Start of Block

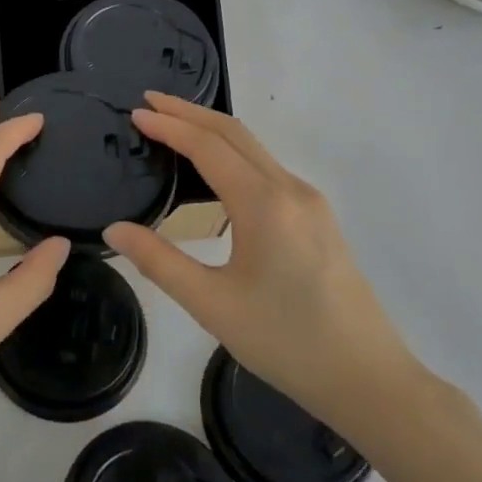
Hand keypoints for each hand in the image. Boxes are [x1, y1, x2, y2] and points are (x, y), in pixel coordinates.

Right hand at [103, 93, 419, 447]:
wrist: (368, 379)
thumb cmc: (286, 342)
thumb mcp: (212, 305)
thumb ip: (159, 262)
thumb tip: (114, 229)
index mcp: (264, 204)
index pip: (208, 146)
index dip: (169, 125)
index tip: (135, 112)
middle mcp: (290, 189)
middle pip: (234, 133)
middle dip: (189, 112)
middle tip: (149, 102)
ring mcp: (310, 201)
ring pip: (254, 148)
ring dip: (212, 130)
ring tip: (173, 127)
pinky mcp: (317, 217)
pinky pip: (267, 168)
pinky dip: (233, 153)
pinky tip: (214, 169)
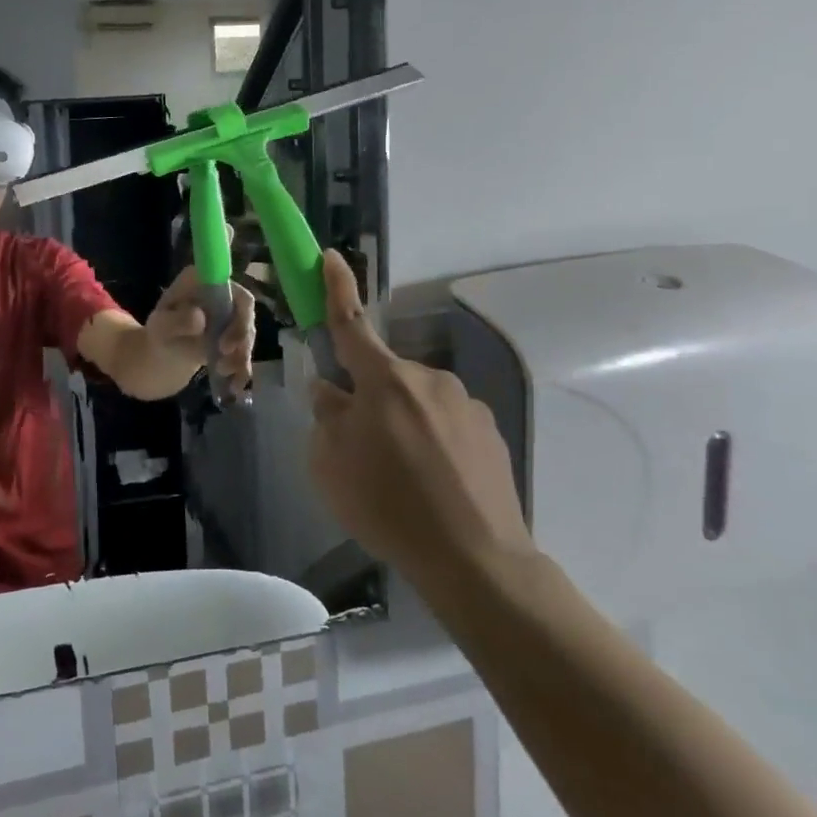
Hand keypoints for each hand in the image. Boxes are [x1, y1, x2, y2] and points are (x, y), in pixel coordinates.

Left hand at [146, 265, 256, 388]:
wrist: (160, 355)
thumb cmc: (159, 334)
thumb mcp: (160, 327)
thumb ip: (177, 321)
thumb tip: (200, 318)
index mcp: (201, 281)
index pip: (229, 285)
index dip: (238, 308)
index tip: (227, 338)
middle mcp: (221, 293)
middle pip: (244, 310)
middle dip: (240, 336)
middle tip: (225, 355)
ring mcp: (230, 315)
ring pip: (247, 332)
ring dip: (240, 354)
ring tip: (223, 372)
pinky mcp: (234, 337)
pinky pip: (245, 350)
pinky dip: (243, 368)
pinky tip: (236, 385)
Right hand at [307, 251, 533, 585]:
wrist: (474, 558)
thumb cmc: (387, 504)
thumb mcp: (330, 463)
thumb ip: (326, 416)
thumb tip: (331, 392)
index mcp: (385, 380)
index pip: (352, 324)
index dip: (336, 290)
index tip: (330, 257)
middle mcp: (428, 379)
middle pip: (383, 376)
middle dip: (367, 398)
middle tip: (360, 449)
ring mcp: (465, 404)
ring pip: (415, 402)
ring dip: (401, 422)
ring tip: (402, 477)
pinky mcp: (490, 432)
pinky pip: (445, 424)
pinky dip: (432, 442)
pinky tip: (434, 484)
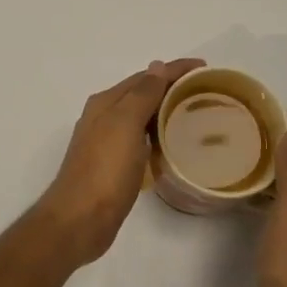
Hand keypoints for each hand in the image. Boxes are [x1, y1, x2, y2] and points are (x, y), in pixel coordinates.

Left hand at [36, 59, 204, 263]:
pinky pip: (142, 140)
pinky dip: (159, 135)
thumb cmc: (104, 170)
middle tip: (206, 91)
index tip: (206, 68)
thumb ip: (142, 94)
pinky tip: (175, 144)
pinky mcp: (115, 166)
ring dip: (166, 111)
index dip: (175, 69)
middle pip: (142, 93)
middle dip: (172, 87)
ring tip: (197, 114)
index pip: (146, 76)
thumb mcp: (124, 124)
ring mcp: (108, 142)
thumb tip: (156, 66)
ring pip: (142, 117)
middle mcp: (104, 117)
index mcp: (106, 103)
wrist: (80, 220)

End of Block

- What you need to do
Repeat the records above exactly. Pictures do not belong in the copy.

- Output of the task
Hand keypoints for each hand in the image. Boxes are [x1, y1, x2, y2] and points are (x, y), in pixel coordinates.

Right hand at [103, 93, 419, 447]:
wrist: (368, 379)
thumb cmc: (286, 342)
thumb mcp: (212, 305)
thumb ip: (159, 262)
thumb tip: (114, 229)
index mcp: (264, 204)
index pip: (208, 146)
index dip: (169, 125)
index tip: (135, 112)
middle mcp: (290, 189)
middle pip: (234, 133)
middle dip: (189, 112)
middle tip: (149, 102)
ring mcp: (310, 201)
ring pip: (254, 148)
ring dip: (212, 130)
ring tip: (173, 127)
pinky mcp: (317, 217)
pinky pip: (267, 168)
pinky dip: (233, 153)
pinky tip: (214, 169)
Hand keypoints for each hand in the image. Boxes are [x1, y1, x2, y2] and points are (x, y), in pixel coordinates.

Left hand at [146, 265, 256, 388]:
wrist: (160, 355)
thumb cmc: (159, 334)
thumb mcp: (160, 327)
thumb ip: (177, 321)
thumb tip: (200, 318)
index mcp: (201, 281)
index pip: (229, 285)
index dip: (238, 308)
index tip: (227, 338)
middle mcp: (221, 293)
middle pip: (244, 310)
middle dip: (240, 336)
middle tip: (225, 355)
ring mcp: (230, 315)
ring pip: (247, 332)
ring dip: (240, 354)
ring tip: (223, 372)
pinky mcp: (234, 337)
pinky pip: (245, 350)
pinky dip: (243, 368)
pinky tip: (236, 385)
Right hand at [307, 251, 533, 585]:
wrist: (474, 558)
thumb cmc: (387, 504)
thumb mcp: (330, 463)
thumb ip: (326, 416)
thumb tip: (331, 392)
index mcp: (385, 380)
index pip: (352, 324)
index dip: (336, 290)
index tip: (330, 257)
middle mcp: (428, 379)
middle pip: (383, 376)
middle dip: (367, 398)
middle tip: (360, 449)
ring mcp: (465, 404)
ring pip: (415, 402)
ring dip: (401, 422)
ring tip: (402, 477)
pinky mcp: (490, 432)
pinky pip: (445, 424)
pinky dip: (432, 442)
pinky tip: (434, 484)
Hand keypoints for each hand in the image. Boxes are [x1, y1, x2, y2] and points are (x, y), in pixel coordinates.

Left hand at [36, 59, 204, 263]:
pinky pip: (142, 140)
pinky dip: (159, 135)
thumb cmc: (104, 170)
middle tip: (206, 91)
index tip: (206, 68)
thumb ip: (142, 94)
pinky tip: (175, 144)
pinky mcp: (115, 166)
ring dip: (166, 111)
index dip: (175, 69)
middle pip: (142, 93)
middle dip: (172, 87)
ring tip: (197, 114)
index pip: (146, 76)
thumb mcp: (124, 124)
ring mcp: (108, 142)
thumb tip: (156, 66)
ring pip: (142, 117)
middle mcp: (104, 117)
index mcp: (106, 103)
wrist: (80, 220)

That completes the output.